AGRAVO DE INSTRUMENTO. EXECUÇÃO FISCAL DE TRIBUTO ESTADUAL. ICMS. OFERTA DE PRECATÓRIO DO IPERGS À PENHORA. DIREITO DE RECUSA DO EXEQUENTE. OFERTA EM DESACORDO COM A GRADAÇÃO PREVISTA NO ART. 655 DO CPC E NO ART. 11 DA LEF. EXECUÇÃO QUE DEVE ATENDER AOS INTERESSES DO CREDOR. PRECEDENTES DESTE TRIBUNAL E DO STJ. DECISÃO INTERLOCUTÓRIA MANTIDA POR ATO DA RELATORA FULCRADO NO ART. 557, 'CAPUT', DO CPC.

AGRAVO DE INSTRUMENTO DESPROVIDO(fl. 1.395 do e-STJ).

No RE, fundado no art. 102, III, a, da Constituição, alegou-se ofensa ao art. 37, caput, da mesma Carta, bem como ao art. 97, § 2º, I, a, do ADCT.
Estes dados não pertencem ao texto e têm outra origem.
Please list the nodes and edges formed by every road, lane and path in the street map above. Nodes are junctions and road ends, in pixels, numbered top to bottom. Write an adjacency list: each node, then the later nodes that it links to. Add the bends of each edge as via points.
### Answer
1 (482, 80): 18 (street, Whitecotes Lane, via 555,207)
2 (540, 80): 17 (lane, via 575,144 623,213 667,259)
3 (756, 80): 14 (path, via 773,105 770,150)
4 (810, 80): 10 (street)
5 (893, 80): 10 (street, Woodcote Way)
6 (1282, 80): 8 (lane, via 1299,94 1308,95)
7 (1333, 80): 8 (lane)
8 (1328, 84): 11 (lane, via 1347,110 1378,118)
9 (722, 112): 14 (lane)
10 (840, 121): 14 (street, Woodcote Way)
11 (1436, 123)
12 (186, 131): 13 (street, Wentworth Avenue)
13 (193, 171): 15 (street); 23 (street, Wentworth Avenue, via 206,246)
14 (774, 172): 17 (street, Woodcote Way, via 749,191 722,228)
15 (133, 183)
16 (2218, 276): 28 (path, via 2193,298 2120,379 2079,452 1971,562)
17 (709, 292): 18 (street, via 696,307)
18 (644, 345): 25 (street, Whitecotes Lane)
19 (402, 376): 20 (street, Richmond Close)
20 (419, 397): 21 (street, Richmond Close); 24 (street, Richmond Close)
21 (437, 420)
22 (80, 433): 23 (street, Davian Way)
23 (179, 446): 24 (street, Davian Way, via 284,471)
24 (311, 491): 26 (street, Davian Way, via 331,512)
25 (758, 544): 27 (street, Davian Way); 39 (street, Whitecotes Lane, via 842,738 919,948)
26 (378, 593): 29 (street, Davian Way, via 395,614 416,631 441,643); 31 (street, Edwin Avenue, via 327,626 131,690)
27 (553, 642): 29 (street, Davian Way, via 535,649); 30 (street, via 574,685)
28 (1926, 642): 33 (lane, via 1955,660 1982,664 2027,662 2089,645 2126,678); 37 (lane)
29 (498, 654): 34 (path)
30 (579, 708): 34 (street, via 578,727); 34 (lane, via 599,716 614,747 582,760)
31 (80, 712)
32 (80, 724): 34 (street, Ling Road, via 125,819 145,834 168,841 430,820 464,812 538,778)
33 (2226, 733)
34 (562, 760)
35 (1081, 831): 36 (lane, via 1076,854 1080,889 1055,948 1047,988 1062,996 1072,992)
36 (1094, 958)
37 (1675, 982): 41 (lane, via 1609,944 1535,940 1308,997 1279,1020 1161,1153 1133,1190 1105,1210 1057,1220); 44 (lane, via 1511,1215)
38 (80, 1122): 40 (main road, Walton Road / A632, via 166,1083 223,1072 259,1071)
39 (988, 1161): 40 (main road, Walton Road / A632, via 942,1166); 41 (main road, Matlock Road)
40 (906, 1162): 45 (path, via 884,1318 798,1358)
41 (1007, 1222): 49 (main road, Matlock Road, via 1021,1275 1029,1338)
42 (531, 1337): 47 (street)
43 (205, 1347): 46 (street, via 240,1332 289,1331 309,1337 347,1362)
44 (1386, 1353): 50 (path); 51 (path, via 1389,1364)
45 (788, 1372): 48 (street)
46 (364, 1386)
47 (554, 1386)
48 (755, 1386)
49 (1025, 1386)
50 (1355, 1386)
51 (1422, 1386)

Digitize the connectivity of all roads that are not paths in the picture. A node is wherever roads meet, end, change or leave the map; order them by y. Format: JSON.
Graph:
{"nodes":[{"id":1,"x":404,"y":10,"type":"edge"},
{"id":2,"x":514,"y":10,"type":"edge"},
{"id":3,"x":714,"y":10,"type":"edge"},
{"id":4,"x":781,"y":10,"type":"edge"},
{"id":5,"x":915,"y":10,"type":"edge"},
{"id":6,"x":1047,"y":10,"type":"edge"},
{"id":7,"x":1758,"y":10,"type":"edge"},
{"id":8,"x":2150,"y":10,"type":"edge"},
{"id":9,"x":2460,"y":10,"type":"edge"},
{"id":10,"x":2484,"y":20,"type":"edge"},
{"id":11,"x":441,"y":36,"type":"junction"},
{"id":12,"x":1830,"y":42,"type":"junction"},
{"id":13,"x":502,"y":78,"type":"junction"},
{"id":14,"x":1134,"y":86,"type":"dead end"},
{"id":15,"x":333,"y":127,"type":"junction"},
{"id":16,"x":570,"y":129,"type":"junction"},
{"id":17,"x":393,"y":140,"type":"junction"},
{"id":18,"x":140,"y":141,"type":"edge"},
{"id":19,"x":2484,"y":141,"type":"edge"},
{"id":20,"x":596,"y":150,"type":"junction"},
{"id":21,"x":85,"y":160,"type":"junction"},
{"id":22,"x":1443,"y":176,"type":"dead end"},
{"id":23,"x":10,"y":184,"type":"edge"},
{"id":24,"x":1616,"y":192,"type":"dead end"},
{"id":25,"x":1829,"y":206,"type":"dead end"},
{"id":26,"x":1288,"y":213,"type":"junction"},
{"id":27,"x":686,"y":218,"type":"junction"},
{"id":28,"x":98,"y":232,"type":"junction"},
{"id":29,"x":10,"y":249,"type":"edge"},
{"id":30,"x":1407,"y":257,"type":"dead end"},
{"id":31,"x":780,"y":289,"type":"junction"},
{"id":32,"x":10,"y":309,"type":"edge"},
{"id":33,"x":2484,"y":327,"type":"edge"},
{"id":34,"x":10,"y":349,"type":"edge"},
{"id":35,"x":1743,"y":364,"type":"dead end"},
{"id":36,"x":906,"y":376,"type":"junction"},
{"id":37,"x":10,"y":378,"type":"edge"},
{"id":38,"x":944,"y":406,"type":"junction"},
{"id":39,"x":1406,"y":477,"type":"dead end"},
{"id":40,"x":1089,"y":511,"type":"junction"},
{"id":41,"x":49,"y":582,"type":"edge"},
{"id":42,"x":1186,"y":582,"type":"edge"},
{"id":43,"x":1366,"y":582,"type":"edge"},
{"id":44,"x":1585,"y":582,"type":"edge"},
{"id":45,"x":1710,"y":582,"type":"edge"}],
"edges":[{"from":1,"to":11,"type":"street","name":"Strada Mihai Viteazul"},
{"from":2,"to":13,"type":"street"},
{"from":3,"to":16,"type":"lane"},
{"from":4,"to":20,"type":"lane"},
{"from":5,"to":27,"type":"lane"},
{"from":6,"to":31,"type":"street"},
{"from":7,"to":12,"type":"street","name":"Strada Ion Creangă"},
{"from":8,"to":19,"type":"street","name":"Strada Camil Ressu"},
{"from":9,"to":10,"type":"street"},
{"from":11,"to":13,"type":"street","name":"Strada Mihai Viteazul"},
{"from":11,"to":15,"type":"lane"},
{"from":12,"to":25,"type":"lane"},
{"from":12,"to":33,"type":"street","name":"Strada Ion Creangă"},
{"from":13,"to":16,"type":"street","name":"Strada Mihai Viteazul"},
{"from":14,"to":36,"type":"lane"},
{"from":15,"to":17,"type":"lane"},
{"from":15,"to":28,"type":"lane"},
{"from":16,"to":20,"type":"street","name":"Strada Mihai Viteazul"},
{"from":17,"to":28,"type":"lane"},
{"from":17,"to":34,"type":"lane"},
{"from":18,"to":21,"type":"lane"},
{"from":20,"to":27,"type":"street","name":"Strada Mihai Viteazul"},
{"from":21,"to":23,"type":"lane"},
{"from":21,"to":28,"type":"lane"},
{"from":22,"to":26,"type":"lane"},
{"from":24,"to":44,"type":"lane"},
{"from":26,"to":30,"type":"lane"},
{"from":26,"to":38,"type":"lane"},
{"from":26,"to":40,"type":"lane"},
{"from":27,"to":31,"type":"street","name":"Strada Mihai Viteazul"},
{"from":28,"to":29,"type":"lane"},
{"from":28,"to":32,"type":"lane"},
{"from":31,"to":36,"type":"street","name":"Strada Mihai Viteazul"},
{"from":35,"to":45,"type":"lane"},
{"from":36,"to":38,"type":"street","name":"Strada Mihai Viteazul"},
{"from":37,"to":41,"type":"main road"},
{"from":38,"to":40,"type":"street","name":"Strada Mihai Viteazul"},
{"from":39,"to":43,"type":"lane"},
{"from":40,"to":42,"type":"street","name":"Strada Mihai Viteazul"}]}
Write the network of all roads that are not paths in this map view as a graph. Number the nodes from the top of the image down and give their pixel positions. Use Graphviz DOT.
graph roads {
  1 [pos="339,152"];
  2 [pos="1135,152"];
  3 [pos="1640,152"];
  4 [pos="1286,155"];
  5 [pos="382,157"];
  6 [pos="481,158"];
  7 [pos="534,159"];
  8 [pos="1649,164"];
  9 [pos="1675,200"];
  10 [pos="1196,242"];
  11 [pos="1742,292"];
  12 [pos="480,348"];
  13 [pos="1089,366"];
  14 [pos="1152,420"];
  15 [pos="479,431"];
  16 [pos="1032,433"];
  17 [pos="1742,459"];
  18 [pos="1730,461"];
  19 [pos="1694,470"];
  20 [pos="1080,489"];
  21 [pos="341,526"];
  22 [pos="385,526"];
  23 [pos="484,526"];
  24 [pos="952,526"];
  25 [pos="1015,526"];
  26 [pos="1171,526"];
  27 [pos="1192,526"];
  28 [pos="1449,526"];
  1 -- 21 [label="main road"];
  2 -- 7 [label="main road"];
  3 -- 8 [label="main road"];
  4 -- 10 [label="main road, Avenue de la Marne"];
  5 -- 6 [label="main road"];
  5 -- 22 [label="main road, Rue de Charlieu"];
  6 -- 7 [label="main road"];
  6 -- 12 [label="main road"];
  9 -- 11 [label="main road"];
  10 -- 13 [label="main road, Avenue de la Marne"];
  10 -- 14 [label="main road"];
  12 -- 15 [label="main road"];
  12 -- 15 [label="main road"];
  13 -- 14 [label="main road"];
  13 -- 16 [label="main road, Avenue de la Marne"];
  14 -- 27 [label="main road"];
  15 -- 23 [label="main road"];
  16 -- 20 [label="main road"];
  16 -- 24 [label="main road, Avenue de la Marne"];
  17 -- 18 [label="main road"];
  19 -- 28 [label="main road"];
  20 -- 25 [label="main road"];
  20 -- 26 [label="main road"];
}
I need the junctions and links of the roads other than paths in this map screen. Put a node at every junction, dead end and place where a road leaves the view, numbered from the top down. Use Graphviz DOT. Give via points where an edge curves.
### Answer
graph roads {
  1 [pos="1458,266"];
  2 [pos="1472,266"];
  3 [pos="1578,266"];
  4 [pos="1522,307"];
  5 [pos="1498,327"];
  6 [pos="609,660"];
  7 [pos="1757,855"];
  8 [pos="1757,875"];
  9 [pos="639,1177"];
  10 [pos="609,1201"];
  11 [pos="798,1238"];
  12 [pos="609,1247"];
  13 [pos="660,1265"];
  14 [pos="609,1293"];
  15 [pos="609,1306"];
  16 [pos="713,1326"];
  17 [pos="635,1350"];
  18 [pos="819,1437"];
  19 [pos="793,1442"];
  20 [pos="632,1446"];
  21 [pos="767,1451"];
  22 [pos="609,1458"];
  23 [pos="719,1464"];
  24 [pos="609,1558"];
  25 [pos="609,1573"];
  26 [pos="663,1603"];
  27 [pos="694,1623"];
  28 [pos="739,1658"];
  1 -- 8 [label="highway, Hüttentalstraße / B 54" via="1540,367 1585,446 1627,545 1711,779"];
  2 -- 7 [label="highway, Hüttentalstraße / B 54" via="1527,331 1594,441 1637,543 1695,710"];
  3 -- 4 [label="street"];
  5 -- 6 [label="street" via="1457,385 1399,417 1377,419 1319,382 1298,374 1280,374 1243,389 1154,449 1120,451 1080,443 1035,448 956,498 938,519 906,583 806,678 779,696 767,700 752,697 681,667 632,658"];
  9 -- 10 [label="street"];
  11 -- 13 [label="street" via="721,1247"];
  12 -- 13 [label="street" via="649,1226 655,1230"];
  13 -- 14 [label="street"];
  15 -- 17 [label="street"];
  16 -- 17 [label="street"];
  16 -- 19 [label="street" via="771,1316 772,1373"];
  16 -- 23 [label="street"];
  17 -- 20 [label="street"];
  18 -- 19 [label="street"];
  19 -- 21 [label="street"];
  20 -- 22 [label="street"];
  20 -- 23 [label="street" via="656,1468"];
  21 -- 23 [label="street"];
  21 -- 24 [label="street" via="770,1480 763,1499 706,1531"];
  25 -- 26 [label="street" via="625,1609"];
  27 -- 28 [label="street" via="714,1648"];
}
A recorrente sustentou a impossibilidade de o Estado do Rio Grande do Sul recusar os precatórios por ela ofertados em garantia à execução fiscal ajuizada por aquele ente federado. Aduziu, para tanto, que

(...) resta cediço e notório que a recusa do crédito de precatório pelo Estado não é compatível com a moralidade administrativa. Isso porque o precatório ofertado se trata de obrigação reconhecida por sentença com trânsito em julgado, exigível há muito tempo. E certo é que a razão desse comportamento não pode ser outra senão a intenção de continuar descumprindo as condenações judiciais.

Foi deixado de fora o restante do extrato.